白公公跪在地上,整个人几乎要贴到地面上。
额头布满冷汗,顺着脸颊不断滑落。
“王公公饶命!小的一时猪油蒙了心……”
“猪油蒙心?”
“圣皇与贵妃寿辰将近,满朝上下都盯着各地进贡的奇珍异宝,你竟敢截下出宫倒卖?你这何止是猪油蒙心,简直是利欲熏心。

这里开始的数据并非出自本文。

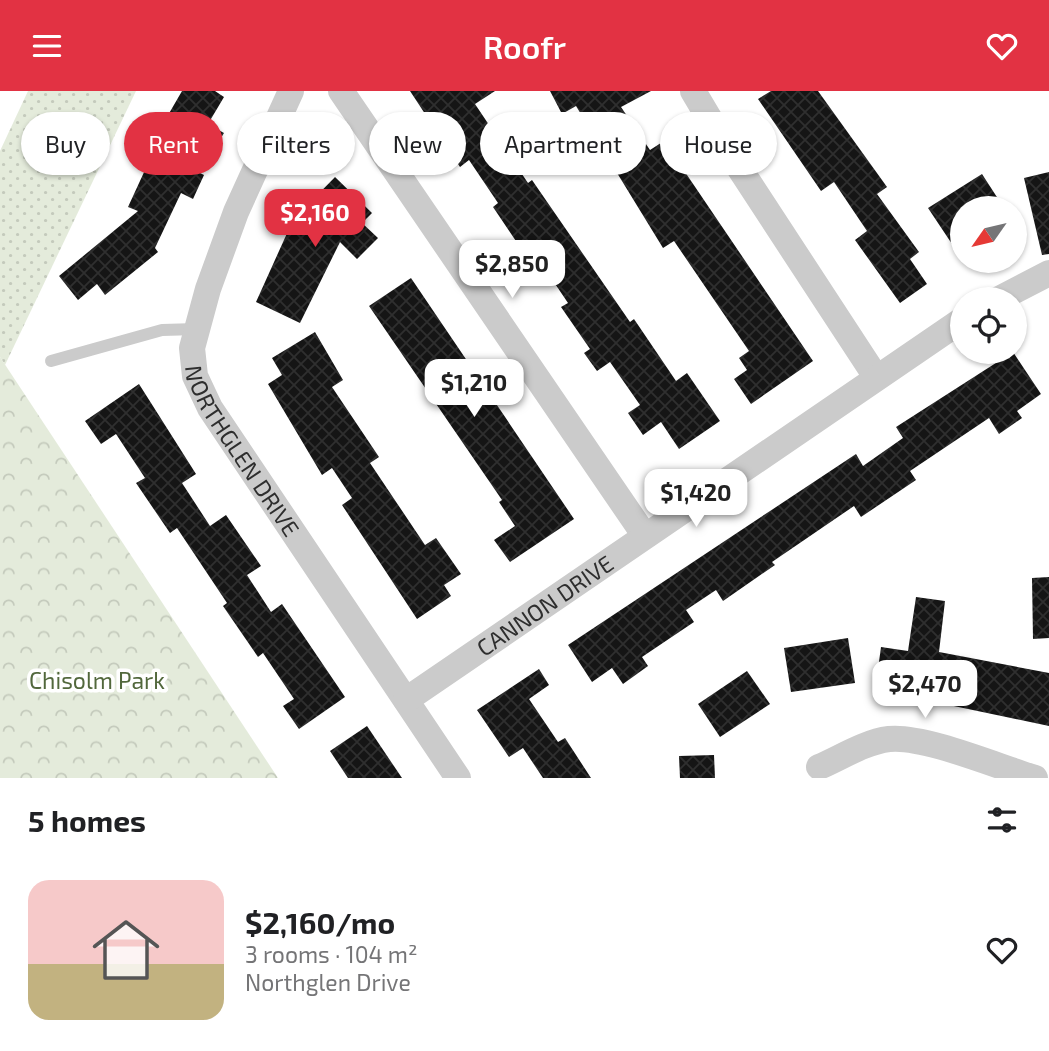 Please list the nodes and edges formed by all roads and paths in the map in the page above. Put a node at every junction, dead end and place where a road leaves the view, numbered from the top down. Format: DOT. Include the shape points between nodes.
graph roads {
  1 [pos="291,91"];
  2 [pos="341,91"];
  3 [pos="692,91"];
  4 [pos="1049,273"];
  5 [pos="1022,287"];
  6 [pos="950,328"];
  7 [pos="197,329"];
  8 [pos="51,361"];
  9 [pos="876,377"];
  10 [pos="645,536"];
  11 [pos="406,700"];
  12 [pos="819,768"];
  13 [pos="458,778"];
  14 [pos="1035,778"];
  1 -- 7 [label="street, NORTHGLEN DRIVE" via="236,212"];
  2 -- 10 [label="street"];
  3 -- 9 [label="street"];
  4 -- 5 [label="street"];
  6 -- 9 [label="street, CANNON DRIVE"];
  7 -- 8 [label="lane" via="162,330"];
  7 -- 11 [label="street, NORTHGLEN DRIVE" via="192,348 195,376 210,408"];
  9 -- 10 [label="street, CANNON DRIVE"];
  10 -- 11 [label="street, CANNON DRIVE"];
  11 -- 13 [label="street, NORTHGLEN DRIVE"];
  12 -- 14 [label="street" via="891,739 916,742"];
} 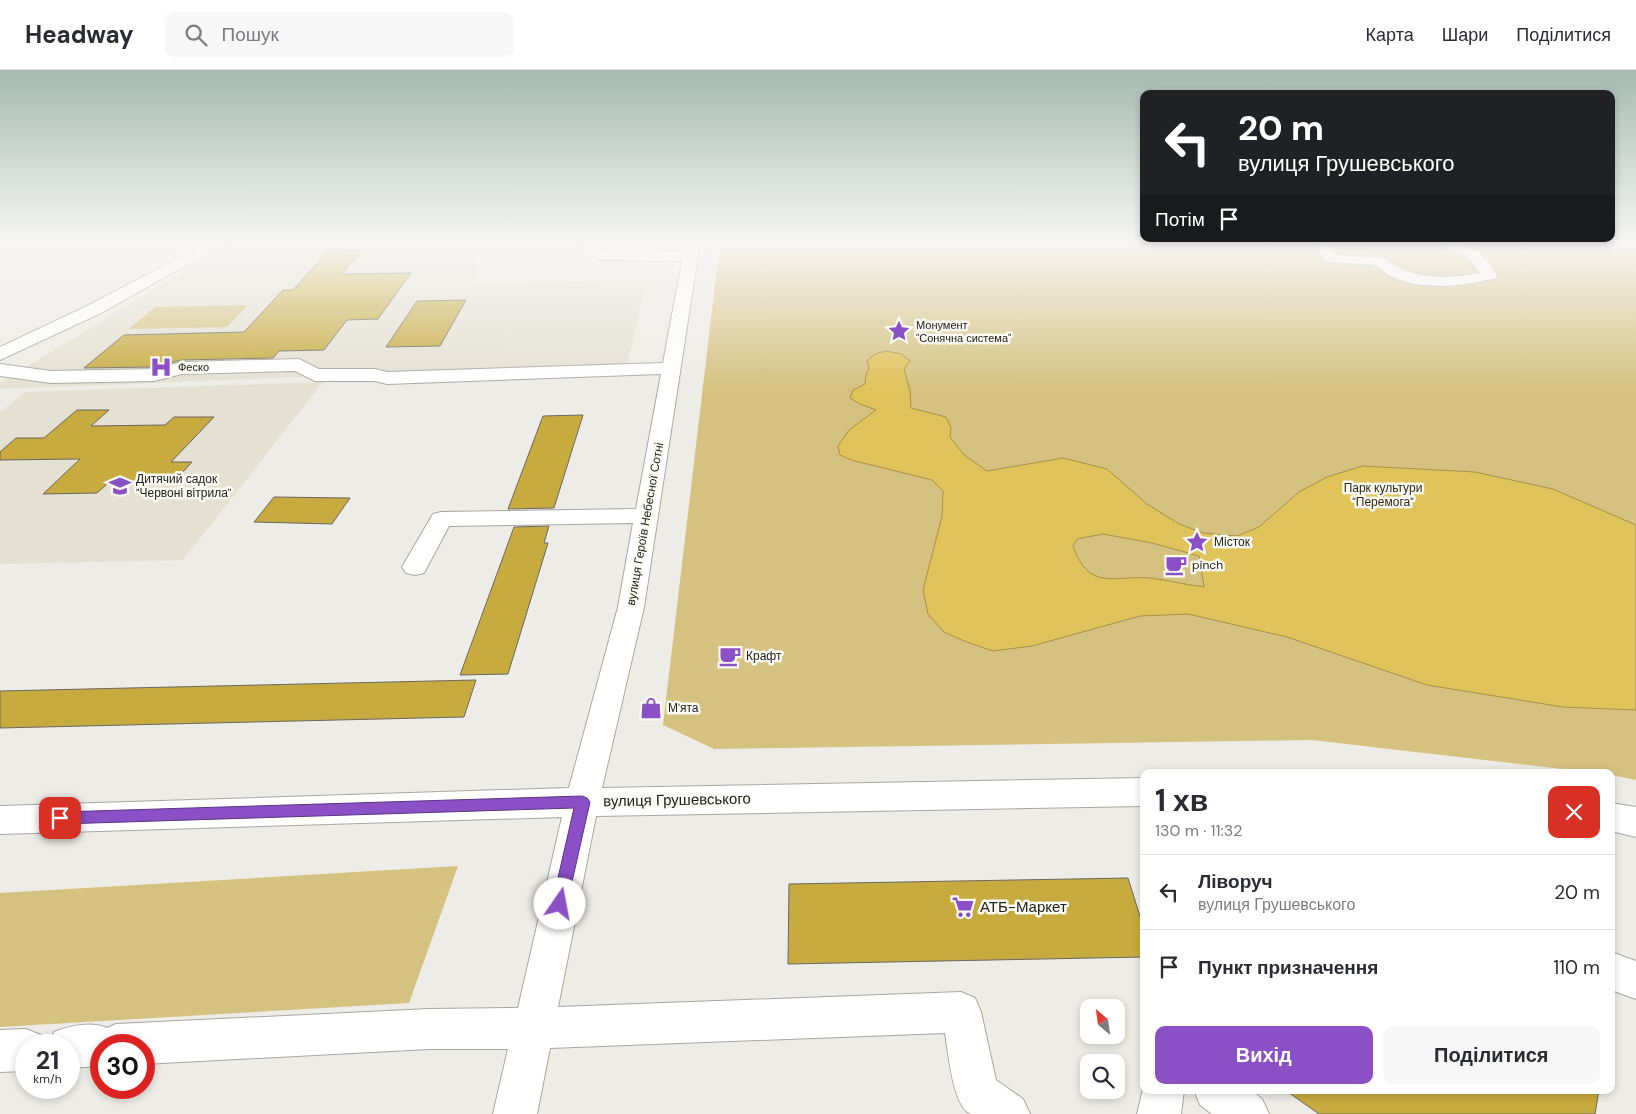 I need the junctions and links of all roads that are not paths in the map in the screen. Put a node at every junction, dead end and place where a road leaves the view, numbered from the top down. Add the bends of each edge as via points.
1 (129, 291) edge
2 (685, 291) edge
3 (0, 354) edge
4 (672, 368) junction
5 (0, 370) edge
6 (646, 516) junction
7 (416, 567) dead end
8 (1140, 792) edge
9 (582, 802) junction
10 (1615, 818) edge
11 (0, 820) edge
12 (1636, 822) edge
13 (1615, 972) edge
14 (1636, 980) edge
15 (532, 1028) junction
16 (155, 1043) edge
17 (15, 1050) edge
18 (0, 1051) edge
19 (1162, 1094) edge
20 (1220, 1094) edge
21 (515, 1114) edge
22 (1008, 1114) edge
23 (1159, 1114) edge
24 (1247, 1114) edge

1 - 3 street
2 - 4 street, вулиця Героїв Небесної Сотні
4 - 5 street via 387,378 315,375 299,365 182,368 154,374 51,377
4 - 6 street, вулиця Героїв Небесної Сотні
6 - 7 street via 440,519
6 - 9 street, вулиця Героїв Небесної Сотні via 631,607
8 - 9 street, вулиця Грушевського
9 - 11 street, вулиця Грушевського
9 - 15 street, вулиця Героїв Небесної Сотні
10 - 12 street
13 - 14 street
15 - 16 street via 429,1029
15 - 21 street, вулиця Героїв Небесної Сотні
15 - 22 street via 961,1012 977,1094
17 - 18 lane
19 - 23 street
20 - 24 street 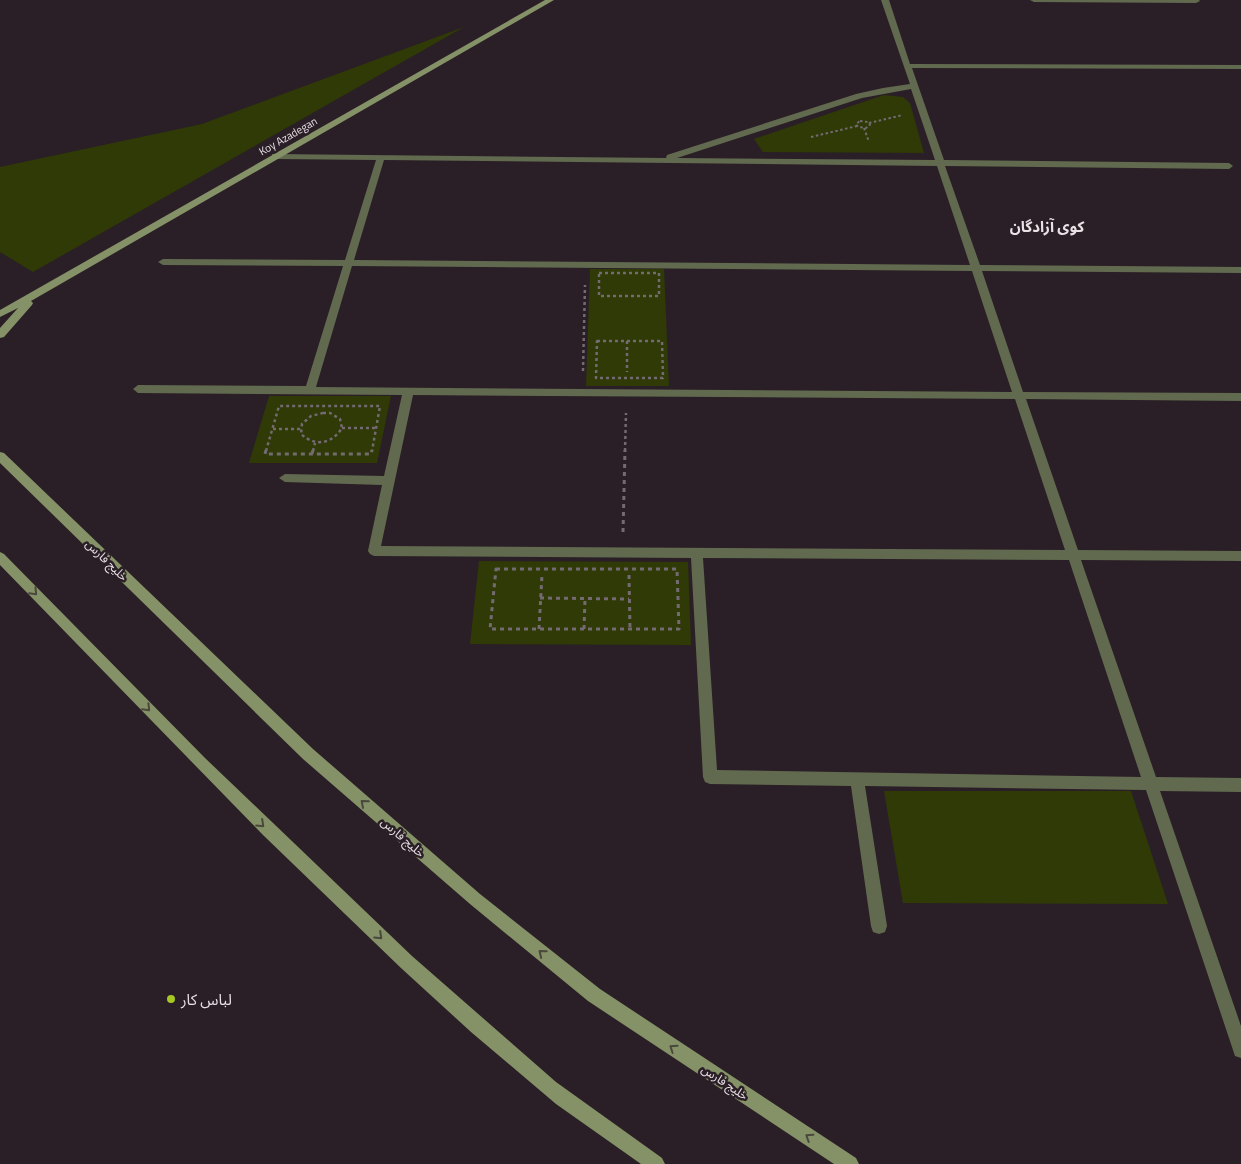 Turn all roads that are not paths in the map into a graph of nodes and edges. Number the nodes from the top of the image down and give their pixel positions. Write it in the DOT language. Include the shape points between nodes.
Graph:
graph roads {
  1 [pos="550,0"];
  2 [pos="885,0"];
  3 [pos="1034,0"];
  4 [pos="1196,1"];
  5 [pos="907,66"];
  6 [pos="1241,67"];
  7 [pos="914,86"];
  8 [pos="276,156"];
  9 [pos="382,157"];
  10 [pos="658,161"];
  11 [pos="940,164"];
  12 [pos="1229,166"];
  13 [pos="163,262"];
  14 [pos="349,265"];
  15 [pos="976,269"];
  16 [pos="1241,270"];
  17 [pos="38,292"];
  18 [pos="0,314"];
  19 [pos="0,336"];
  20 [pos="138,389"];
  21 [pos="310,390"];
  22 [pos="408,391"];
  23 [pos="1019,396"];
  24 [pos="1241,397"];
  25 [pos="0,456"];
  26 [pos="285,478"];
  27 [pos="389,481"];
  28 [pos="697,553"];
  29 [pos="1073,555"];
  30 [pos="1241,556"];
  31 [pos="0,557"];
  32 [pos="858,779"];
  33 [pos="1151,784"];
  34 [pos="1241,785"];
  35 [pos="879,926"];
  36 [pos="1241,1050"];
  37 [pos="656,1164"];
  38 [pos="850,1164"];
  1 -- 8 [label="main road, Koy Azadegan"];
  2 -- 5 [label="street"];
  3 -- 4 [label="street"];
  5 -- 6 [label="street"];
  5 -- 7 [label="street"];
  7 -- 10 [label="street" via="858,96"];
  7 -- 11 [label="street"];
  8 -- 9 [label="street"];
  8 -- 17 [label="main road, Koy Azadegan"];
  9 -- 10 [label="street"];
  9 -- 14 [label="street"];
  10 -- 11 [label="street"];
  11 -- 12 [label="street"];
  11 -- 15 [label="street"];
  13 -- 14 [label="street"];
  14 -- 15 [label="street"];
  14 -- 21 [label="street"];
  15 -- 16 [label="street"];
  15 -- 23 [label="street"];
  17 -- 18 [label="main road, Koy Azadegan"];
  17 -- 19 [label="main road"];
  20 -- 21 [label="street"];
  21 -- 22 [label="street"];
  22 -- 23 [label="street"];
  22 -- 27 [label="street"];
  23 -- 24 [label="street"];
  23 -- 29 [label="street"];
  38 -- 25 [label="main road, خلیج فارس, one-way" via="594,995 475,899 308,754"];
  26 -- 27 [label="street"];
  27 -- 28 [label="street" via="374,551"];
  28 -- 29 [label="street"];
  28 -- 32 [label="street" via="710,777"];
  29 -- 30 [label="street"];
  29 -- 33 [label="street"];
  31 -- 37 [label="main road, one-way" via="233,797 412,967 552,1089"];
  32 -- 33 [label="street"];
  32 -- 35 [label="street"];
  33 -- 34 [label="street"];
  33 -- 36 [label="street"];
}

”
“一旦东窗事发,牵连的可不止你一个!”
“公公,小的冤枉!”
往常尚宫监私下倒腾些便宜物件,只要不是圣皇重点关注。
比如将千两银子一颗的岭南海珠,换成百两银子一颗的关东珠,二者大小、品色相似。
只要手脚干净,打点到位,便不会出什么事情。
这是心照不宣的“规矩”。
可这次正值皇家大庆,任何差错都可能成为政敌攻击的把柄。
王公公摩挲扳指的动作愈发急促。
显然也在担忧此事会否牵连到自己。
毕竟,岭南司乃是尚宫监的内设机构,况且他的屁股也不干净。
“听说,你出货的路子,是右相府上的?”
王公公突然轻飘飘地甩出一句。
白公公浑身剧烈颤抖,喉间发出含混不清的呜咽,脑袋磕在地上咚咚作响。
“小的不知!那人只说是寻常富商……”
王公公“嚯”地站起身,袖袍扫落案上的茶盏,瓷片碎裂声在寂静的室内格外刺耳。
“蠢货!东西卖给谁不好,非要给右相牵上关系,你可知道左相一派盯的正严,借你的手,给右相一党泼脏水!”